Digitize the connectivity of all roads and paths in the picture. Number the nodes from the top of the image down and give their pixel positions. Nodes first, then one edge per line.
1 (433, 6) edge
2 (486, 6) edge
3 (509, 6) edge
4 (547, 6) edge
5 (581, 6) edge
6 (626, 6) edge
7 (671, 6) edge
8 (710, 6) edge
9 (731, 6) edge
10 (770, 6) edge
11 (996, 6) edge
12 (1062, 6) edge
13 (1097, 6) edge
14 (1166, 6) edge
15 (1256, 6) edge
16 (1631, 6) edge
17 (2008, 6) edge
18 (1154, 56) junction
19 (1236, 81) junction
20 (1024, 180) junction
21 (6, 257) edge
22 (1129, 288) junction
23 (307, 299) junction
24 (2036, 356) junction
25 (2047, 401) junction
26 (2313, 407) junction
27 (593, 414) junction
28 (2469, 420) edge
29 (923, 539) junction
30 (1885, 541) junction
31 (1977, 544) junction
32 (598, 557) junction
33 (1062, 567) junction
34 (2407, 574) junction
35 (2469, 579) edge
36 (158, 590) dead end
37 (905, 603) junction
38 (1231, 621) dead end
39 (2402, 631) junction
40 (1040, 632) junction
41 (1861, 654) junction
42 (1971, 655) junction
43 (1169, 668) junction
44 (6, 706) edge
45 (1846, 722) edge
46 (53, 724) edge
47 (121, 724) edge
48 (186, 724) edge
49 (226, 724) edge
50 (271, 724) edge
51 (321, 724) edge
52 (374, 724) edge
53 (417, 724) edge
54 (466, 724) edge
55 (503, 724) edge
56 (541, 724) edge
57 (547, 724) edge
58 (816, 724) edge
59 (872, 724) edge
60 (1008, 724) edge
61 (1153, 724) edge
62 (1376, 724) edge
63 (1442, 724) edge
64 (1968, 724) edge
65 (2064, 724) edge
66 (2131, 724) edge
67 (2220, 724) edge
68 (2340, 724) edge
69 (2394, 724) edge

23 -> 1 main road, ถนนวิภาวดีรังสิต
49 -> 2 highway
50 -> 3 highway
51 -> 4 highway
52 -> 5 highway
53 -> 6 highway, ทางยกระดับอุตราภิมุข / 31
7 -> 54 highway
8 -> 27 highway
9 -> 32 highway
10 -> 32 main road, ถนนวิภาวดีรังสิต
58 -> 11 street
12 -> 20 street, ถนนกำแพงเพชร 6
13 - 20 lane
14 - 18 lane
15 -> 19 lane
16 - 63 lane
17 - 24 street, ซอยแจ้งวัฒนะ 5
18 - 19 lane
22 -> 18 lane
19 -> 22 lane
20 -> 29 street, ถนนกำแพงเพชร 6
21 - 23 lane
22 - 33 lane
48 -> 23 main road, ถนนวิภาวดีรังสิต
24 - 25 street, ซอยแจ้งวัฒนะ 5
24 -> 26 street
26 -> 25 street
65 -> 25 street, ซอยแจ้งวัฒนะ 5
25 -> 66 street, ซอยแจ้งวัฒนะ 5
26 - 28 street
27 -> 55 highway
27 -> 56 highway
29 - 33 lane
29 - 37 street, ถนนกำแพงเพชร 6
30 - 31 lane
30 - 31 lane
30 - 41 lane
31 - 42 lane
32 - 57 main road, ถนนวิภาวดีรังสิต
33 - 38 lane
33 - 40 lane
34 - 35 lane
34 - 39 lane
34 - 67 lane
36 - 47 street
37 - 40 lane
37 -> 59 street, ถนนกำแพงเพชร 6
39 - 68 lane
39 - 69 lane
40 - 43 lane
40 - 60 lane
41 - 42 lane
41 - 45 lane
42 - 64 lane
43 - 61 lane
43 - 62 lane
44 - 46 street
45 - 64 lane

* * *

Give every record again, exactly as it reads.

Digitize the connectivity of all roads and paths in the picture. Number the nodes from the top of the image down and give their pixel positions. Nodes first, then one edge per line.
1 (433, 6) edge
2 (486, 6) edge
3 (509, 6) edge
4 (547, 6) edge
5 (581, 6) edge
6 (626, 6) edge
7 (671, 6) edge
8 (710, 6) edge
9 (731, 6) edge
10 (770, 6) edge
11 (996, 6) edge
12 (1062, 6) edge
13 (1097, 6) edge
14 (1166, 6) edge
15 (1256, 6) edge
16 (1631, 6) edge
17 (2008, 6) edge
18 (1154, 56) junction
19 (1236, 81) junction
20 (1024, 180) junction
21 (6, 257) edge
22 (1129, 288) junction
23 (307, 299) junction
24 (2036, 356) junction
25 (2047, 401) junction
26 (2313, 407) junction
27 (593, 414) junction
28 (2469, 420) edge
29 (923, 539) junction
30 (1885, 541) junction
31 (1977, 544) junction
32 (598, 557) junction
33 (1062, 567) junction
34 (2407, 574) junction
35 (2469, 579) edge
36 (158, 590) dead end
37 (905, 603) junction
38 (1231, 621) dead end
39 (2402, 631) junction
40 (1040, 632) junction
41 (1861, 654) junction
42 (1971, 655) junction
43 (1169, 668) junction
44 (6, 706) edge
45 (1846, 722) edge
46 (53, 724) edge
47 (121, 724) edge
48 (186, 724) edge
49 (226, 724) edge
50 (271, 724) edge
51 (321, 724) edge
52 (374, 724) edge
53 (417, 724) edge
54 (466, 724) edge
55 (503, 724) edge
56 (541, 724) edge
57 (547, 724) edge
58 (816, 724) edge
59 (872, 724) edge
60 (1008, 724) edge
61 (1153, 724) edge
62 (1376, 724) edge
63 (1442, 724) edge
64 (1968, 724) edge
65 (2064, 724) edge
66 (2131, 724) edge
67 (2220, 724) edge
68 (2340, 724) edge
69 (2394, 724) edge

23 -> 1 main road, ถนนวิภาวดีรังสิต
49 -> 2 highway
50 -> 3 highway
51 -> 4 highway
52 -> 5 highway
53 -> 6 highway, ทางยกระดับอุตราภิมุข / 31
7 -> 54 highway
8 -> 27 highway
9 -> 32 highway
10 -> 32 main road, ถนนวิภาวดีรังสิต
58 -> 11 street
12 -> 20 street, ถนนกำแพงเพชร 6
13 - 20 lane
14 - 18 lane
15 -> 19 lane
16 - 63 lane
17 - 24 street, ซอยแจ้งวัฒนะ 5
18 - 19 lane
22 -> 18 lane
19 -> 22 lane
20 -> 29 street, ถนนกำแพงเพชร 6
21 - 23 lane
22 - 33 lane
48 -> 23 main road, ถนนวิภาวดีรังสิต
24 - 25 street, ซอยแจ้งวัฒนะ 5
24 -> 26 street
26 -> 25 street
65 -> 25 street, ซอยแจ้งวัฒนะ 5
25 -> 66 street, ซอยแจ้งวัฒนะ 5
26 - 28 street
27 -> 55 highway
27 -> 56 highway
29 - 33 lane
29 - 37 street, ถนนกำแพงเพชร 6
30 - 31 lane
30 - 31 lane
30 - 41 lane
31 - 42 lane
32 - 57 main road, ถนนวิภาวดีรังสิต
33 - 38 lane
33 - 40 lane
34 - 35 lane
34 - 39 lane
34 - 67 lane
36 - 47 street
37 - 40 lane
37 -> 59 street, ถนนกำแพงเพชร 6
39 - 68 lane
39 - 69 lane
40 - 43 lane
40 - 60 lane
41 - 42 lane
41 - 45 lane
42 - 64 lane
43 - 61 lane
43 - 62 lane
44 - 46 street
45 - 64 lane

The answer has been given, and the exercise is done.